The World Health Organization reports that more than 800,000 people die of suicide per year around the world. However suicide prevention efforts over the past decade have fallen short of targets. In fact, the prevalence rates of suicide in the US have risen steadily since 2000 to about 1.3% of the population in 2014. Many who kill themselves have a mental disorder like depression, anxiety disorders, substance abuse, psychoses, or personality disorders. Best practices suggest that directly addressing suicidal thoughts and behaviors during treatment, rather than only addressing symptoms like depression and hopelessness, are most effective in reducing suicide.
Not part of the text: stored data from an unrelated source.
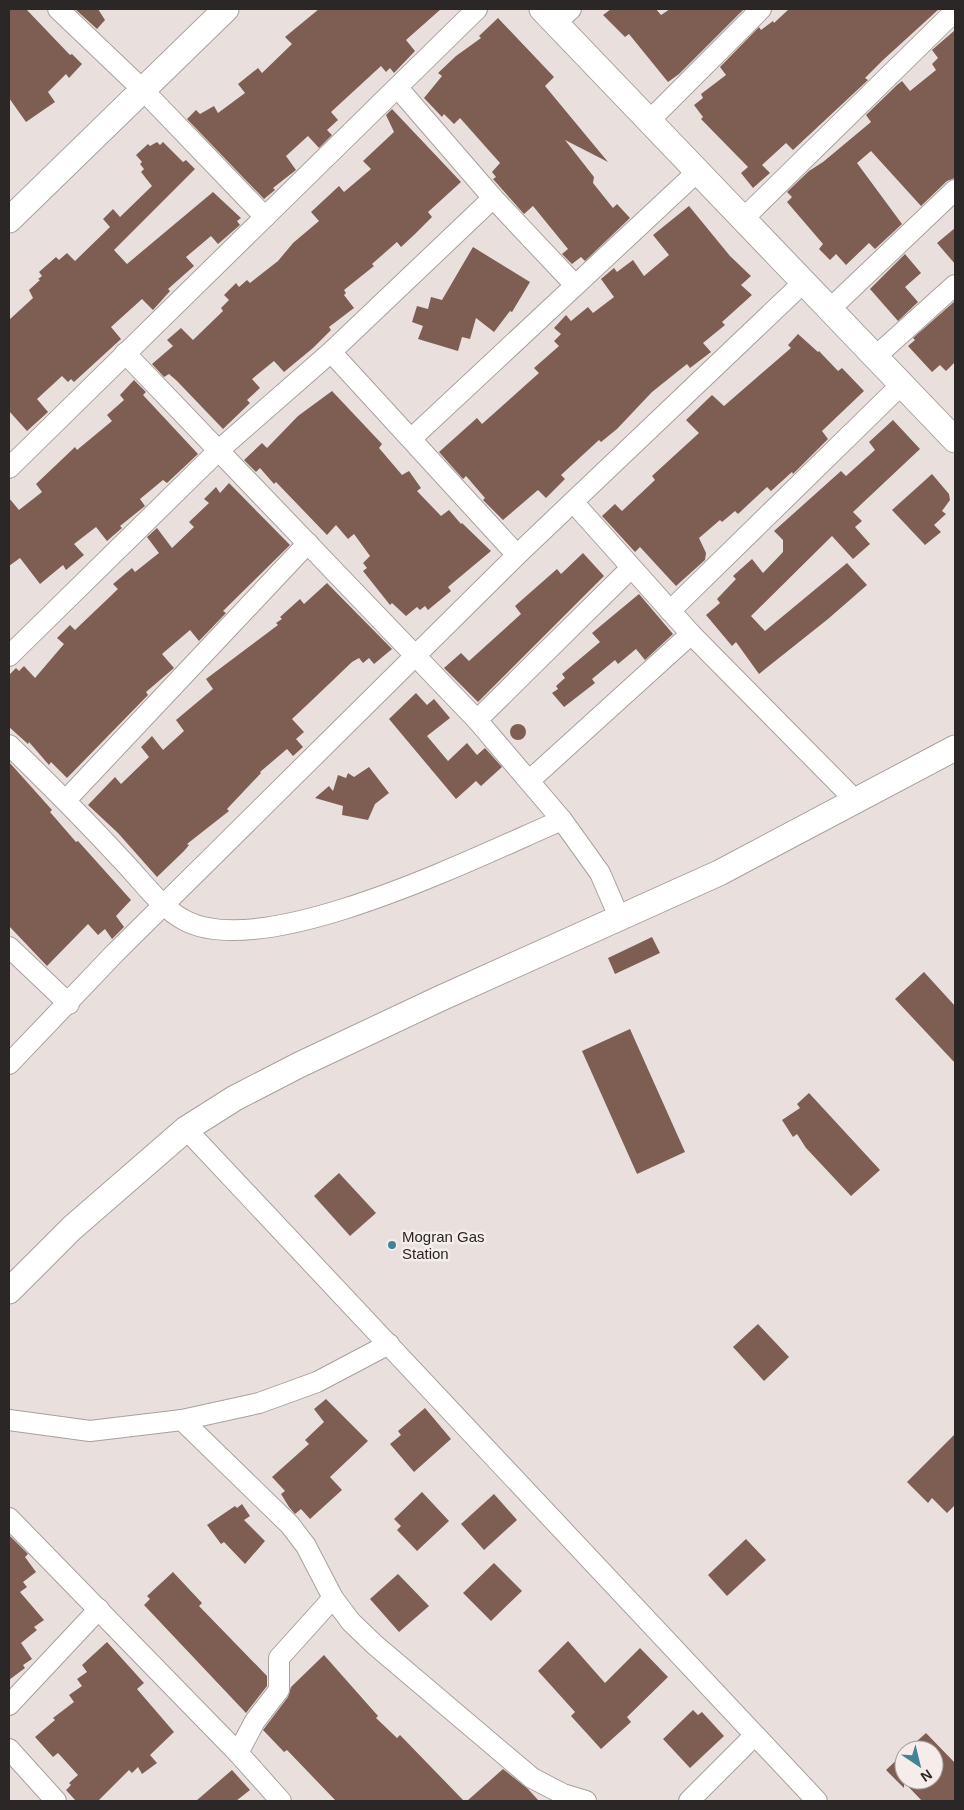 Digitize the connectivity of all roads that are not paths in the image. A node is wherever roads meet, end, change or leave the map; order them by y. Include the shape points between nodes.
1 (58, 9) edge
2 (226, 9) edge
3 (477, 9) edge
4 (761, 9) edge
5 (955, 11) edge
6 (557, 14) edge
7 (398, 88) junction
8 (142, 89) junction
9 (650, 120) junction
10 (698, 171) junction
11 (955, 190) edge
12 (493, 198) junction
13 (266, 217) junction
14 (744, 218) junction
15 (9, 220) edge
16 (805, 282) junction
17 (955, 285) edge
18 (575, 286) junction
19 (830, 308) junction
20 (331, 352) junction
21 (125, 353) junction
22 (874, 357) junction
23 (902, 384) junction
24 (412, 438) junction
25 (955, 440) edge
26 (219, 450) junction
27 (9, 468) edge
28 (574, 503) junction
29 (308, 543) junction
30 (517, 555) junction
31 (631, 568) junction
32 (670, 611) junction
33 (691, 634) junction
34 (9, 656) edge
35 (414, 657) junction
36 (478, 720) junction
37 (9, 745) edge
38 (955, 748) edge
39 (530, 780) junction
40 (66, 800) junction
41 (855, 800) junction
42 (562, 820) junction
43 (165, 906) junction
44 (619, 917) junction
45 (9, 947) edge
46 (69, 1004) junction
47 (9, 1064) edge
48 (186, 1128) junction
49 (9, 1291) edge
50 (389, 1344) junction
51 (9, 1420) edge
52 (182, 1420) junction
53 (9, 1518) edge
54 (333, 1598) junction
55 (99, 1610) junction
56 (9, 1705) edge
57 (754, 1736) junction
58 (9, 1749) edge
59 (238, 1753) junction
60 (56, 1801) edge
61 (281, 1801) edge
62 (586, 1801) edge
63 (689, 1801) edge
64 (817, 1801) edge

1 - 8 street
2 - 8 street
3 - 7 street
4 - 9 street
5 - 14 street
6 - 9 street
7 - 12 street
7 - 13 street
8 - 13 street
8 - 15 street
9 - 10 street
10 - 14 street
10 - 18 street
11 - 19 street
12 - 18 street
12 - 20 street
13 - 21 street
14 - 16 street
16 - 19 street
16 - 28 street
17 - 22 street
18 - 24 street
19 - 22 street
20 - 24 street
20 - 26 street
21 - 26 street
21 - 27 street
22 - 23 street
23 - 25 street
23 - 32 street
24 - 30 street
26 - 29 street
26 - 34 street
28 - 30 street
28 - 31 street
29 - 35 street
29 - 40 street
30 - 35 street
31 - 32 street
31 - 36 street
32 - 33 street
33 - 39 street
33 - 41 street
35 - 36 street
35 - 43 street
36 - 39 street
37 - 40 street
38 - 41 street
39 - 42 street
40 - 43 street
41 - 44 street via 719,873
42 - 43 street via 413,884 344,909 277,927 212,930 185,921
42 - 44 street via 600,873
43 - 46 street
44 - 48 street via 299,1065
45 - 46 street
46 - 47 street
48 - 49 street via 72,1228
48 - 50 street
50 - 52 street via 317,1382 259,1403
50 - 57 street
51 - 52 street via 90,1431
52 - 54 street via 290,1525 306,1546
53 - 55 street
54 - 59 street via 279,1658 279,1690 255,1720
54 - 62 street via 351,1622 375,1645 532,1778 563,1794
55 - 56 street
55 - 59 street
57 - 63 street
57 - 64 street
58 - 60 street
59 - 61 street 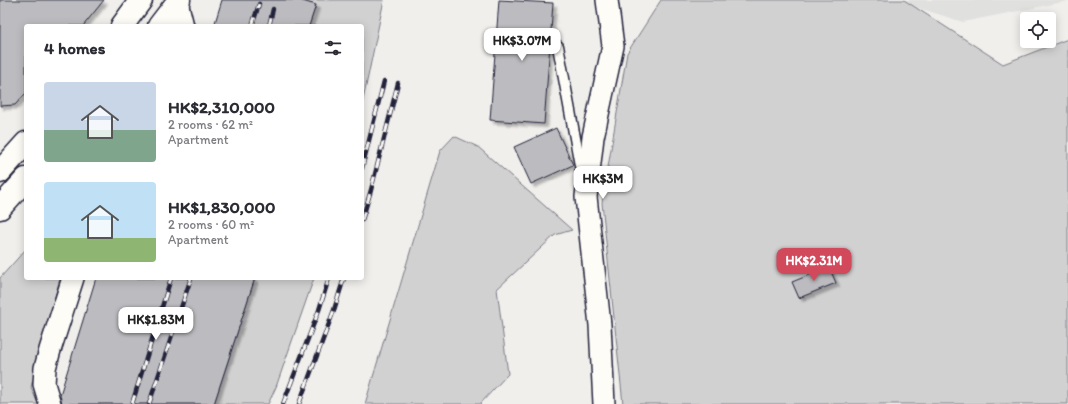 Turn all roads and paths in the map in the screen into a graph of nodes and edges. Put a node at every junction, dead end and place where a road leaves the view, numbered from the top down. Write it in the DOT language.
graph roads {
  1 [pos="607,0"];
  2 [pos="178,1"];
  3 [pos="161,24"];
  4 [pos="183,24"];
  5 [pos="558,46"];
  6 [pos="24,145"];
  7 [pos="9,164"];
  8 [pos="24,181"];
  9 [pos="586,204"];
  10 [pos="0,208"];
  11 [pos="72,280"];
  12 [pos="50,404"];
  13 [pos="604,404"];
  1 -- 9 [label="street"];
  2 -- 3 [label="street"];
  2 -- 4 [label="street"];
  5 -- 9 [label="lane"];
  6 -- 7 [label="street"];
  8 -- 10 [label="street"];
  9 -- 13 [label="street"];
  11 -- 12 [label="street"];
} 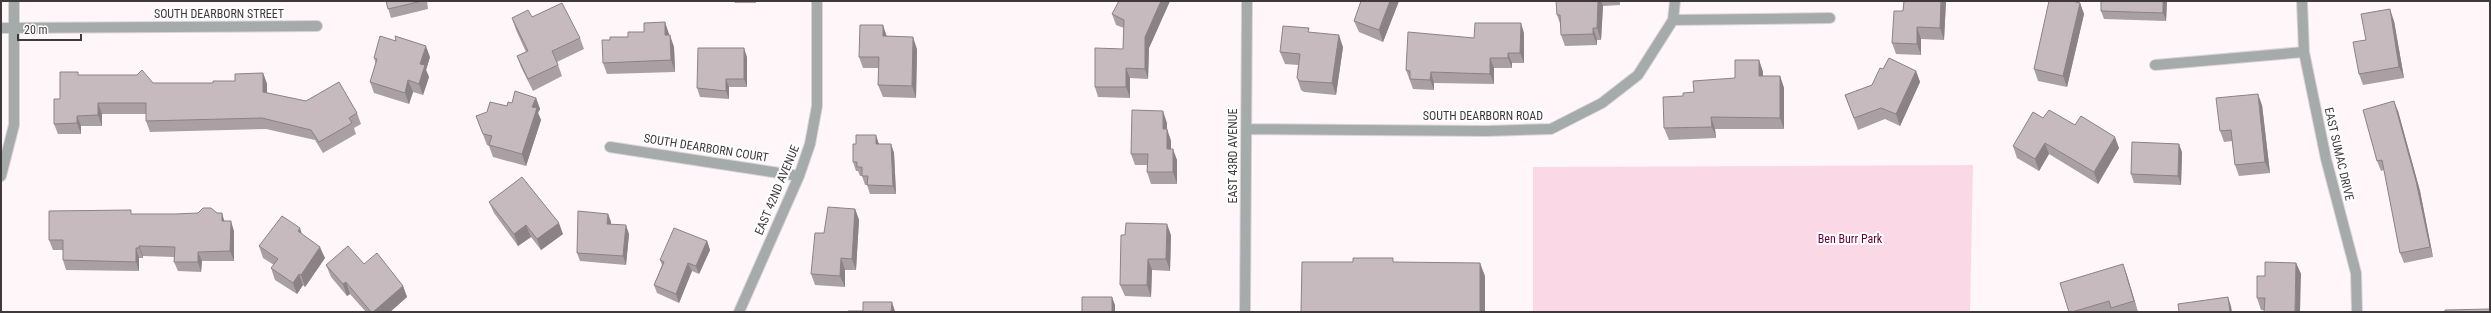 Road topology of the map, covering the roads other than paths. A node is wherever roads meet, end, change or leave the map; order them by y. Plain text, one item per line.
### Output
1 (14, 1) edge
2 (817, 1) edge
3 (1248, 1) edge
4 (1675, 1) edge
5 (2302, 1) edge
6 (1830, 18) dead end
7 (1673, 20) junction
8 (317, 26) dead end
9 (1, 28) edge
10 (14, 28) junction
11 (2304, 52) junction
12 (2155, 65) dead end
13 (1246, 129) junction
14 (610, 147) dead end
15 (1, 176) edge
16 (799, 176) junction
17 (739, 312) edge
18 (1245, 312) edge
19 (2358, 312) edge

1 - 10 street
2 - 16 street, EAST 42ND AVENUE
3 - 13 street, EAST 43RD AVENUE
4 - 7 street
5 - 11 street, EAST SUMAC DRIVE
6 - 7 street
7 - 13 street, SOUTH DEARBORN ROAD
8 - 10 street, SOUTH DEARBORN STREET
9 - 10 street, SOUTH DEARBORN STREET
10 - 15 street
11 - 12 street
11 - 19 street, EAST SUMAC DRIVE
13 - 18 street, EAST 43RD AVENUE
14 - 16 street, SOUTH DEARBORN COURT
16 - 17 street, EAST 42ND AVENUE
However, there are no meta analyses of randomized controlled trials that specifically assess the relative utility of direct versus indirect psychological interventions. In their meta analysis, Meerwijk and colleagues looked at psychosocial interventions aimed to prevent suicide or to treat mental illness associated with suicide. They included 31 studies representing over 13,000 participants. Interventions included cognitive behavioral therapy (CBT), dialectical behavior therapy (DBT), case management, social skills training, and supportive telephone calls. Depending on the target problem, the interventions either directly addressed suicidal behavior or they indirectly addressed suicidal behavior. Mean duration of treatment was over 11 months. Studies that looked at direct or indirect interventions were each compared to control groups that received some form of usual care in the community, or psychiatric management, or general practitioner care. Individuals who received usual care were 1.5 times more likely to die of or attempt suicide compared to those receiving direct or indirect psychological interventions. There was a 35% lower odds of suicide and attempts with direct interventions compared to usual care; and an 18% lower odds of suicide and attempts with indirect interventions compared to usual care. The difference between the effectiveness of direct versus indirect interventions was large (d = .77), suggesting that direct interventions were more effective than indirect interventions at reducing suicide and suicide attempts.
Practice Implications
This is the largest meta analysis of its kind. Most direct interventions to prevent suicide and suicidal behaviors were based on CBT and DBT. Indirectly addressing suicide by focusing on depressive symptoms, anxiety, and hopelessness was somewhat effective compared to usual care. However, direct interventions that included talking about the patient’s suicidal thoughts and behaviors and how best to cope were most effective.